Comment by bionsystem

2 years ago

Yes I used emacs at school 15 years ago, and I agree that it was great for development ; with OCaml at the time (and also C with gdb integration, and 68k assembly later on) we shared a few tips with other students and the workflow was convenient for dev.

But vim is ubiquitous which is a huge plus when you are like me always connected remotely on a different machine. Once I learned a few shortcuts I never went back (and never dug into the tool itself actually, I can't even run a macro ; I'm still faster than most people I know with an IDE).

The only thing I was impressed with is I think phpstorm, watching a laravel dev crafting an SQL query. If I ever get serious about developping I would look into this kind of things (not just for SQL but also framework and module functions), especially if I can get vim movers, and a screen that isn't bloated.
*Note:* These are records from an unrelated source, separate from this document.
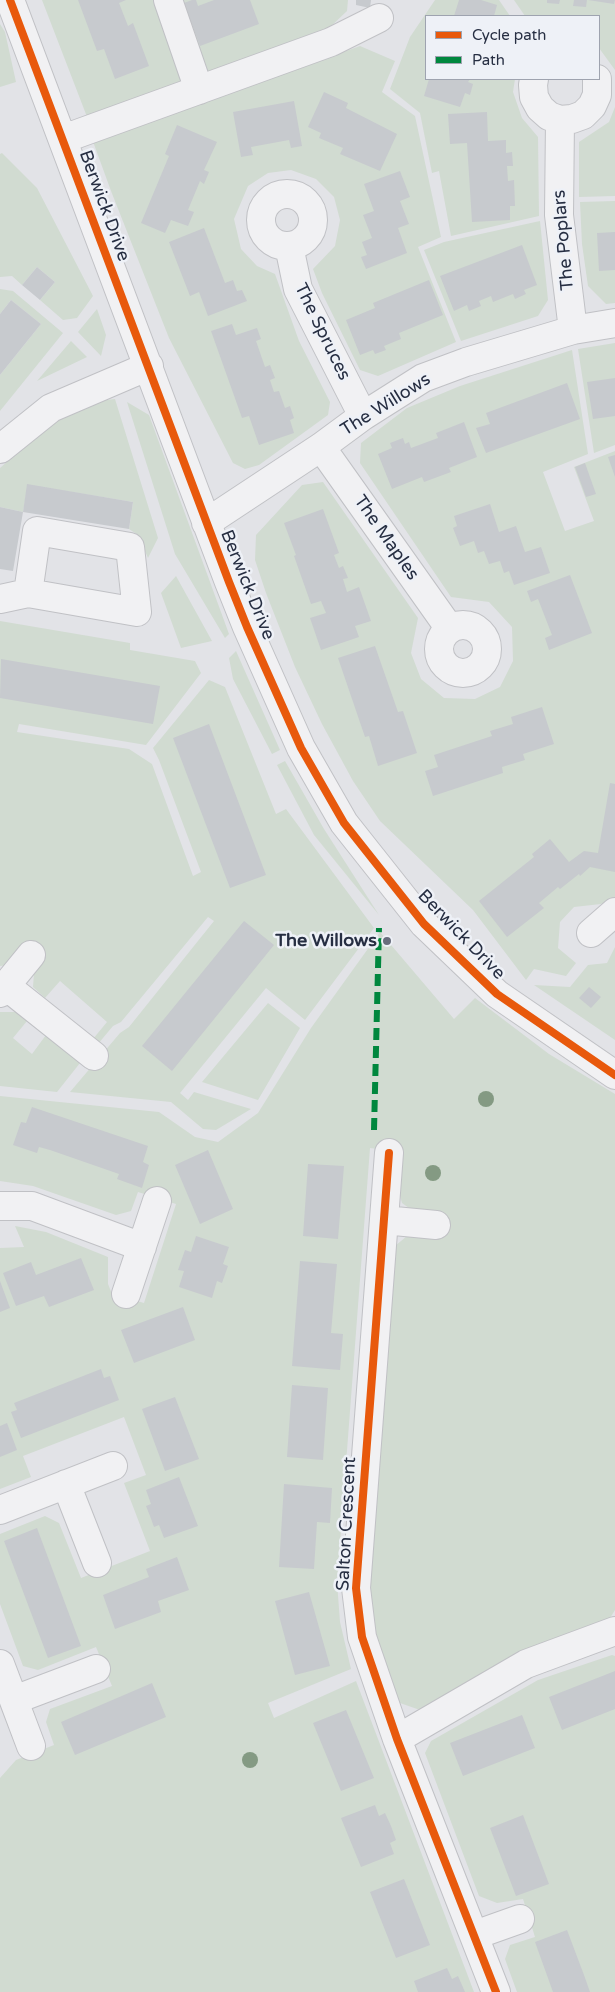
<!DOCTYPE html>
<style>
body{margin:0}
#map{position:relative;width:615px;height:1992px;overflow:hidden;background:#e2e3e7;font-family:"Varela Round",sans-serif}
canvas{display:block}
.legend{position:absolute;left:425px;top:15px;width:175px;height:65px;box-sizing:border-box;background:#eef1f7;border:1px solid #9ea3af;margin:0;padding:6px 9px;list-style:none;font-size:15px;color:#262e42}
.legend li{display:flex;align-items:center;gap:10px;height:25px}
.legend b{width:25px;border:1px solid #9ea3af}
</style>
<div id="map">
<canvas width="615" height="1992"></canvas>
<ul class="legend">
<li><b style="height:6px;background:#e8590c"></b>Cycle path</li>
<li><b style="height:6px;background:#00873e"></b>Path</li>
</ul>
</div>
<script>
const ctx = document.querySelector('canvas').getContext('2d');
ctx.lineJoin = 'round';
function fillPath(path, color) { ctx.fillStyle = color; ctx.fill(path, 'evenodd'); }
const poly = rows => new Path2D(rows.map(r => 'M' + r).join(''));
function strokePath(path, color, width, dash) { ctx.strokeStyle = color; ctx.lineWidth = width; ctx.lineCap = dash ? 'butt' : 'round'; ctx.setLineDash(dash || []); ctx.stroke(path); }
function label(font, color, halo, rows, align = 'center') {
  ctx.font = font + ' "Varela Round",sans-serif'; ctx.lineWidth = 5; ctx.setLineDash([]); ctx.textBaseline = 'middle'; ctx.strokeStyle = halo; ctx.fillStyle = color; for (const [text, x, y, turn = 0] of rows) {
    ctx.save(); ctx.translate(x, y); ctx.rotate((+turn || 0) * Math.PI / 180); ctx.textAlign = isNaN(turn) ? turn : align; if (halo) ctx.strokeText(text, 0, 0); ctx.fillText(text, 0, 0); ctx.restore();
  }
}
const green = poly([
 [42,0,155,0,185,86,89,122],
 [177,0,348,0,347,11,327,30,206,75],
 [435,0,499,0,510,16,426,16,426,79,515,79,513,92,522,118,538,137,539,216,451,236,439,171,432,173,420,113,390,89,410,37],
 [514,0,615,0,615,70,599,48,599,16,525,16],
 [0,24,5,32,16,82,0,87],
 [360,46,395,61,382,92,415,116,441,237,418,247,456,342,378,376,360,370,322,293,313,269,335,246,340,220,334,197,316,179,291,170,268,173,248,186,234,219,241,249,257,266,275,274,299,341,330,402,328,415,259,465,245,469,233,463,169,338,111,191,91,136,130,129],
 [615,107,615,196,579,197,579,142,609,122],
 [2,153,37,188,93,296,77,318,63,320,40,300,55,282,37,267,22,285,12,276,0,277,0,154],
 [615,201,615,303,606,304,588,286,582,244,580,202],
 [540,221,548,300,538,316,461,341,424,250,444,242],
 [0,289,13,291,63,333,0,411,0,375,41,324,11,300,0,314],
 [97,309,106,335,101,356,78,332],
 [71,341,87,357,37,381],
 [615,343,615,445,594,453,578,349],
 [572,350,588,454,543,472,565,531,594,521,574,467,615,451,615,898,601,904,574,907,560,922,558,948,576,963,566,976,534,969,526,980,473,910,380,821,353,781,322,724,295,667,266,593,255,560,256,535,302,485,323,482,418,618,411,653,421,679,444,698,475,699,500,687,513,661,512,627,489,602,451,597,360,463,361,443,407,408,460,386],
 [115,399,158,538,148,558,138,535,129,529,133,502,28,485,23,512,0,507,0,468,50,424,97,401],
 [127,402,149,415,229,634,225,638,175,554],
 [176,576,212,641,181,648,161,593],
 [0,621,130,643,130,650,195,661,201,673,146,745,19,724,17,732,129,749,152,764,193,876,201,872,159,760,153,748,209,680,225,687,276,814,286,809,374,928,305,1020,266,988,180,1093,188,1100,194,1092,251,1109,216,1130,203,1129,171,1102,70,1092,120,1033,129,1027,214,921,208,917,121,1022,113,1026,98,1044,93,1039,107,1022,60,981,45,998,33,987,34,973,45,959,27,944,9,965,0,966],
 [236,651,280,750,272,754,233,679,229,658],
 [285,761,324,829,379,915,314,835,277,765],
 [380,932,454,1019,475,998,549,1054,615,1094,615,1610,610,1618,581,1632,523,1651,420,1710,400,1703,375,1635,370,1590,395,1246,407,1236,413,1211,402,1203,399,1192,401,1152,370,1148,337,1582,340,1622,351,1669,268,1703,274,1718,356,1681,474,1992,0,1992,0,1778,16,1760,54,1745,46,1722,50,1709,112,1686,96,1647,38,1670,23,1666,0,1604,0,1534,45,1516,59,1523,81,1578,150,1551,124,1483,146,1475,124,1417,23,1456,31,1477,0,1489,0,1248,24,1247,15,1226,46,1232,108,1257,108,1284,112,1294,144,1303,176,1204,138,1192,131,1211,116,1215,33,1186,0,1181,0,1096,159,1112,195,1137,218,1142,258,1113,311,1028],
 [615,947,615,1040,534,985,570,987,588,965,607,963],
 [268,1003,300,1028,258,1100,202,1082],
 [0,1012,17,1012,27,1021,13,1038,32,1054,46,1035,80,1063,57,1092,0,1086],
 [612,1655,615,1656,615,1992,517,1992,505,1959,510,1945,535,1937,523,1899,497,1903,479,1896,425,1753,431,1741,538,1680]
]);
const building = poly([
 [78,0,126,0,119,3,128,26,133,23,149,66,115,79,104,49,97,51],
 [192,0,196,0,198,6,214,0,250,0,259,24,200,46,184,3],
 [356,0,371,0,370,8,356,5],
 [459,0,481,0,497,5,494,16,454,16],
 [547,0,560,0,559,4,547,3],
 [574,0,587,0,586,7,573,6],
 [588,0,615,0,614,4],
 [429,79,470,79,468,82,473,84,470,95,465,93,460,107,424,96],
 [324,92,348,103,346,108,397,134,380,171,340,154,343,148,319,138,321,133,308,127],
 [294,101,302,146,291,148,289,140,251,147,253,155,241,157,233,112],
 [487,112,488,141,506,140,506,153,512,152,513,166,507,166,508,181,514,180,515,206,510,206,510,220,472,222,467,143,450,144,448,114],
 [177,125,217,142,204,170,209,172,204,184,200,181,188,210,194,212,188,226,171,220,165,233,141,223,169,156,165,154],
 [400,171,410,197,400,201,409,224,398,228,407,253,366,269,361,257,367,255,362,242,372,238,363,215,374,211,364,184],
 [204,228,225,283,233,280,237,291,242,290,247,301,208,316,199,292,190,296,169,242],
 [615,232,615,270,599,271,597,233],
 [522,245,537,285,524,290,526,294,515,299,513,294,493,302,491,296,479,301,481,306,469,311,467,305,454,311,440,276],
 [37,267,55,282,40,300,22,285],
 [429,280,443,315,399,333,401,339,384,346,386,350,375,354,373,350,360,355,346,320,375,308,373,303],
 [11,300,41,324,0,375,0,314],
 [232,324,236,335,257,328,261,339,256,341,265,367,270,365,275,378,270,380,274,392,279,391,285,408,290,406,294,418,290,420,294,433,259,445,249,416,242,418,211,331],
 [615,378,615,416,593,419,587,382],
 [567,383,580,419,486,453,476,428,490,424,486,413],
 [464,422,477,457,449,468,451,472,424,482,422,477,392,489,378,454,392,448,390,443,403,438,405,444,409,442,411,448,438,438,436,433],
 [615,455,615,477,608,457],
 [585,463,596,494,586,497,575,467],
 [27,484,133,502,129,529,23,512],
 [490,504,499,532,516,526,525,552,541,547,550,573,514,585,509,571,504,573,500,561,489,564,484,551,478,553,474,541,460,546,453,528,457,526,454,516],
 [0,507,23,512,13,571,0,569],
 [323,509,339,553,334,555,339,568,343,566,348,578,343,579,347,592,359,587,371,621,355,626,359,637,321,650,310,618,326,613,321,601,311,604,294,556,296,555,284,523],
 [570,575,592,633,549,650,545,638,552,635,538,599,531,602,527,591],
 [375,646,398,712,403,711,417,753,378,766,369,736,365,737,338,658],
 [1,659,160,686,153,724,0,698],
 [542,707,554,744,523,754,525,760,502,767,503,773,433,796,425,771,438,767,434,755,492,736,490,731,513,724,511,717],
 [209,724,266,875,230,888,173,738],
 [610,783,615,784,615,872,590,867,580,876,579,874,560,889,558,887,539,903,544,908,507,937,479,901,534,857,532,854,550,839,569,862,584,851,598,853],
 [244,921,274,945,172,1071,142,1046],
 [589,987,601,997,591,1008,579,998],
 [32,1107,148,1146,143,1162,149,1165,142,1188,117,1179,119,1174,50,1150,39,1147,37,1153,13,1145,21,1122,26,1123],
 [208,1150,233,1209,200,1224,175,1165],
 [308,1164,344,1166,338,1239,303,1236],
 [196,1236,229,1247,223,1264,228,1266,222,1283,217,1281,212,1298,179,1287,184,1271,178,1270,185,1250,191,1252],
 [81,1258,94,1290,49,1307,44,1296,16,1306,3,1273,31,1262,36,1275],
 [300,1261,337,1264,331,1333,343,1334,340,1370,292,1366],
 [0,1281,10,1308,0,1312],
 [183,1307,195,1340,134,1363,121,1330],
 [101,1369,104,1378,110,1376,119,1400,21,1438,11,1412,17,1410,14,1403],
 [292,1385,328,1388,323,1460,287,1457],
 [175,1397,199,1459,165,1471,142,1409],
 [7,1423,17,1450,0,1457,0,1426],
 [179,1477,198,1526,164,1538,159,1525,154,1527,150,1516,146,1506,151,1504,146,1490],
 [284,1484,332,1488,330,1523,317,1522,314,1569,279,1567],
 [37,1528,81,1646,48,1658,4,1541],
 [177,1557,189,1590,158,1601,161,1612,115,1629,103,1595,149,1577,146,1569],
 [309,1592,330,1666,295,1675,275,1601],
 [615,1671,615,1709,562,1730,549,1697],
 [152,1683,166,1717,75,1755,61,1722],
 [346,1710,374,1778,341,1791,313,1723],
 [522,1715,535,1748,463,1776,450,1743],
 [375,1805,379,1816,385,1813,391,1826,396,1840,390,1843,394,1854,361,1867,341,1818],
 [523,1815,549,1884,516,1896,490,1828],
 [404,1879,430,1945,396,1958,370,1892],
 [567,1930,584,1975,590,1992,553,1992,535,1942],
 [447,1968,452,1979,458,1976,465,1992,418,1992,414,1981]
]);
const minor = poly([
 [10,0,229,582,247,627,301,748,344,823,424,924,497,994,615,1075],
 [168,0,199,90],
 [534,79,533,85,534,97,540,108,549,116,560,120,572,119,583,115,592,106,597,95,597,79],
 [560,120,559,215,573,330],
 [63,139,331,42,379,18],
 '261 220a26 26 0 1 1 52 0a26 26 0 1 1-52 0Z',
 [289,246,298,289,363,416],
 [321,447,450,629],
 [0,449,51,408,149,366],
 [206,523,321,447,363,416,423,378,466,362,573,330,615,323],
 [0,599,28,593,137,612,130,547,37,531,28,593],
 '439 649a24 24 0 1 1 48 0a24 24 0 1 1-48 0Z',
 [591,933,615,912],
 [6,986,94,1056],
 [0,993,31,955],
 [389,1153,356,1588,362,1637,397,1739,496,1992],
 [0,1206,32,1206,142,1247],
 [384,1220,436,1225],
 [126,1294,157,1201],
 [66,1484,97,1563],
 [0,1510,113,1466],
 [0,1664,31,1746],
 [14,1700,96,1669],
 [397,1739,526,1664,615,1631],
 [475,1935,520,1919]
]);
const quiet = poly([
 [374,1130,379,928]
]);
const cycleway = poly([
 [10,0,229,582,247,627,301,748,344,823,424,924,497,994,615,1075],
 [389,1153,356,1588,362,1637,397,1739,496,1992]
]);
const trees = [
 [486,1099],
 [433,1173],
 [250,1760]
];
const markers = [
 [387,941,5,"#686d7c"]
];
const streetNames = [
 ["Berwick Drive",104,206,70],
 ["The Poplars",564,240,-95],
 ["The Spruces",322,332,64],
 ["The Willows",386,405,-32],
 ["The Maples",386,538,55],
 ["Berwick Drive",247,585,68],
 ["Berwick Drive",461,935,46],
 ["Salton Crescent",347,1524,-87]
];
const poiNames = [
 ["The Willows",377,941]
];
fillPath(green, '#d1dbd1');
fillPath(building, '#c7cace');
strokePath(minor, '#c0c1c5', 30);
strokePath(minor, '#f1f1f3', 28);
strokePath(quiet, '#00873e', 6, [12, 6]);
strokePath(cycleway, '#e8590c', 8);
ctx.fillStyle = '#849a83';
for (const [x, y] of trees) { ctx.beginPath(); ctx.arc(x, y, 8, 0, 2 * Math.PI); ctx.fill(); }
for (const [x, y, r, color] of markers) { const dot = new Path2D(); dot.arc(x, y, r, 0, 2 * Math.PI); ctx.fillStyle = color; ctx.fill(dot); strokePath(dot, '#eef1f7', 2); }
label('18px', '#262e42', '#eef1f7', streetNames);
label('bold 18px', '#262e42', '#eef1f7', poiNames, 'right');
</script>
VSCode displays like 15 things and I'm only interested in 1 of them 99% of the time for example.

i never used vim in a large codebase though, do you ? I understand the remote edition appeal, and I use vim 90% of the time in cli

  • Again I'm not a dev but :

    - for ansible on reasonably large projects (a dozen of roles) it was never a problem ; you have to understand how the project has been structured and be able to use grep and find though

    - when I was playing around with os161 I don't remember it being an issue. Although for this particular case I did use the cscope vim plugin which is helpful to navigate through the codebase (there are equivalents for various languages). Not sure if os161 would qualify as "large codebase" but it's a bunch of files in a bunch of folders.

  • If you’re dealing with a large C or C++ codebase, Vim’s native cscope support scales way better to large codebases than the newer language server solutions from visual studio code, etc.